Dans le Cher, une bibliothécaire jeunesse découvre 1, 2,3 albums par internet. Conquise, elle montre le blog à sa directrice et propose de lancer ce projet dans le collège de sa ville. La documentaliste se dit intéressée. Elles viennent toutes les deux à Coulandon (BDP Allier) pour assister au lancement de la 8e édition.
En janvier, elles jouent la scénographie préparée par la bibliothèque devant deux classes 6e.
Les jeunes apprécient mais c’est …fini. La bibliothécaire rappelle à la documentaliste qu’elles ont, via la liste de diffusion et le blog, des outils de lectures épicées et de lectures partagées.

Quelque temps plus tard, la bibliothécaire profite d’un atelier de lecture à voix haute qu’elle anime au collège pour sonder les jeunes. Un élève sur vingt a lu la sélection entière, la moitié n’a rien lu et la plupart ont lu celui qui avait le moins de texte. Une poignée a lu 2 voire 3 albums.
Diagnostic : rien n’a été fait pour accompagner la lecture. Pire : les albums sont sous clé. Il faut les réclamer. Ils ne doivent pas quitter le CDI.

La bibliothécaire rebondit. Dans le cadre de son atelier, elle fait lire en polyphonie : Un rêve sans faim (David François) qu’elle a inscrit dans le Printemps des Poètes. Elle fait partager les impressions de lecture sous le regard de la documentaliste qui reconnait qu’il y a un manque de motivation… de la part des élèves !
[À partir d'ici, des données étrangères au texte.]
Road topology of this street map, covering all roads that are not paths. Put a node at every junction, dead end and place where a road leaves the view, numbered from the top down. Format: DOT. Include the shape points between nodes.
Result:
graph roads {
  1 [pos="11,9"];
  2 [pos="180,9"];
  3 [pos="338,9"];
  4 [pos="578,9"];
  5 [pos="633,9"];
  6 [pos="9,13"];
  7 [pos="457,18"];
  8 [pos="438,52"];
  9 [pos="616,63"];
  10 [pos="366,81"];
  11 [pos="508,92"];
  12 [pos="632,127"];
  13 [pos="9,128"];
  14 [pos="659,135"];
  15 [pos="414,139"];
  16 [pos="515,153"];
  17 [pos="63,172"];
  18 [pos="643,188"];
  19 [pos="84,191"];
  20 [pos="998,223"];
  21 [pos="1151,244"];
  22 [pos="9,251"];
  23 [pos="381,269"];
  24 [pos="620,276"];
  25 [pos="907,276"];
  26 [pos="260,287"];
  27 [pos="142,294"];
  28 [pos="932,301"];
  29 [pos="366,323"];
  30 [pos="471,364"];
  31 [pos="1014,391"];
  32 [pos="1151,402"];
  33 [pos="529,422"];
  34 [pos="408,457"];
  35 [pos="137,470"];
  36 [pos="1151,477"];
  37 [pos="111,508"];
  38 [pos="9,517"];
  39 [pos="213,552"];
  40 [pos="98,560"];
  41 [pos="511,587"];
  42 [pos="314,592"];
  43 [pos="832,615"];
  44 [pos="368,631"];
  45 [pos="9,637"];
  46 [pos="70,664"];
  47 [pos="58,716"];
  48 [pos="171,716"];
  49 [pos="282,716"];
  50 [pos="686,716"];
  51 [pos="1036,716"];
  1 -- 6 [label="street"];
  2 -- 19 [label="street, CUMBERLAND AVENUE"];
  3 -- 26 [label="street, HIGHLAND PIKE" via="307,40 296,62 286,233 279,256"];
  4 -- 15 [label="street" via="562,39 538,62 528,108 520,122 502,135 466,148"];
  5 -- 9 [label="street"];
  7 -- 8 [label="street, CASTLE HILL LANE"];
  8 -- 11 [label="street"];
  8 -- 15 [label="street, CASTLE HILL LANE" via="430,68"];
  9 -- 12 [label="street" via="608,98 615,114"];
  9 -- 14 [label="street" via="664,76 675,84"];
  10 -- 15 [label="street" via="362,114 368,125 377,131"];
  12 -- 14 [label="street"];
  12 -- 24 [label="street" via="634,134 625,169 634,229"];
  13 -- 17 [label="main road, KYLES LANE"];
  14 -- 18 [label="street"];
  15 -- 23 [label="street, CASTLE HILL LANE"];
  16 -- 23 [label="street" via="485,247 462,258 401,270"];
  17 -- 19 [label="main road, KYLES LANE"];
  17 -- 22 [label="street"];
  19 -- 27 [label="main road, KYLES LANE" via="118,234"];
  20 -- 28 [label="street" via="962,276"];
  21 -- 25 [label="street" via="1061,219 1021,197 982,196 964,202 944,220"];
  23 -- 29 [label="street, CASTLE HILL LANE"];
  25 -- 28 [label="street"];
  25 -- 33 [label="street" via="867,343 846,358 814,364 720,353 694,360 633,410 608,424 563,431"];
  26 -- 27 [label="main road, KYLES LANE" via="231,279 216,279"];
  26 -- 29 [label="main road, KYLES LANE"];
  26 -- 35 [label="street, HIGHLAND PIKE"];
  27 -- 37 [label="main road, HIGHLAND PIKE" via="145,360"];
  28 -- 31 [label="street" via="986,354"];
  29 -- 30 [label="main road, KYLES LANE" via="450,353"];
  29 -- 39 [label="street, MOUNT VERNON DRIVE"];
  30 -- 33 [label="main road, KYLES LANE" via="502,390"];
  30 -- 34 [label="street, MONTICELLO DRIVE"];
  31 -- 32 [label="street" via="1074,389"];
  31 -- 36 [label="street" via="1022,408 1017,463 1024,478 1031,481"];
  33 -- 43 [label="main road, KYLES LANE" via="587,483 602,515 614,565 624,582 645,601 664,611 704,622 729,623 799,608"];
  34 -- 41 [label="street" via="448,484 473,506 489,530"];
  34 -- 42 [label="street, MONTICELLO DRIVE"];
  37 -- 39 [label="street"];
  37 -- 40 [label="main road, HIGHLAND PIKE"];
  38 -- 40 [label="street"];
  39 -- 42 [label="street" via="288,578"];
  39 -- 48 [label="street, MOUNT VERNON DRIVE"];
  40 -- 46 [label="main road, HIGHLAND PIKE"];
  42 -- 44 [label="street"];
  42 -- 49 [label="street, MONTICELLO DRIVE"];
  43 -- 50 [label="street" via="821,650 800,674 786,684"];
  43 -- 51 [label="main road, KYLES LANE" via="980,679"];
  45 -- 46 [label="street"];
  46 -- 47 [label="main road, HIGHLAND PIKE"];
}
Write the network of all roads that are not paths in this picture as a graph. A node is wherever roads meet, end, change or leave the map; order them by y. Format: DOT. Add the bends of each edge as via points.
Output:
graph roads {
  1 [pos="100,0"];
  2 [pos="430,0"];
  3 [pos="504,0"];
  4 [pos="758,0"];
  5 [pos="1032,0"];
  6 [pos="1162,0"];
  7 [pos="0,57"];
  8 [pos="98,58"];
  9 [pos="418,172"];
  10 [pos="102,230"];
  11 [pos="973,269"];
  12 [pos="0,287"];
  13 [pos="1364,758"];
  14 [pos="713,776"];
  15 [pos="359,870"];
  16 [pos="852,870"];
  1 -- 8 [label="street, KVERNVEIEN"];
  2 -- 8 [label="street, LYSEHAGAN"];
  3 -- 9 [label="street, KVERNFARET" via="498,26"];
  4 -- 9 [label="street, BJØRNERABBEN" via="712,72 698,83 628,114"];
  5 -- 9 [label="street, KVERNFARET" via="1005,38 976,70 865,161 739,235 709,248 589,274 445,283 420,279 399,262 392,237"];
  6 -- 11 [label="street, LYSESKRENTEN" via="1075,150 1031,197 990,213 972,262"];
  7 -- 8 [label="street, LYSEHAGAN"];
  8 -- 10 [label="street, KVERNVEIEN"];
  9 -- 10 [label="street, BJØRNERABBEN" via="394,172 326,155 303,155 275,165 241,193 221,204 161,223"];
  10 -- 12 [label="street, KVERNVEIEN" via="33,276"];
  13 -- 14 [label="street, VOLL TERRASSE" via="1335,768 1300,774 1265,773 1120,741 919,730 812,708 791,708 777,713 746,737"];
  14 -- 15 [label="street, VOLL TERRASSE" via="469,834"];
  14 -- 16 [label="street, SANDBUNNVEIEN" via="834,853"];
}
Suite à son SOS frustration, la bibliothécaire et moi avons, un échange téléphonique. Nous vérifions encore une fois que :
– Le partenaire naturel n’est pas forcément le bon. Ce n’est pas un profil de poste qui le détermine mais un profil humain (compétence, dynamisme, intérêt).
– La mise en appétit des jeunes (par la scéno) ne suffit pas. Il faut ensuite les aider à manger et à digérer les histoires et les illustrations.

Je lui conseille d’intégrer 1, 2, 3 albums dans son atelier puis de donner aux élèves de l’atelier l’occasion d’aller lire et dire les albums devant des profs et des jeunes du collège. Ce faisant, ils deviennent lecteurs et peuvent réussir à contaminer des adultes qui seront alors de nouveaux partenaires pour l’an prochain.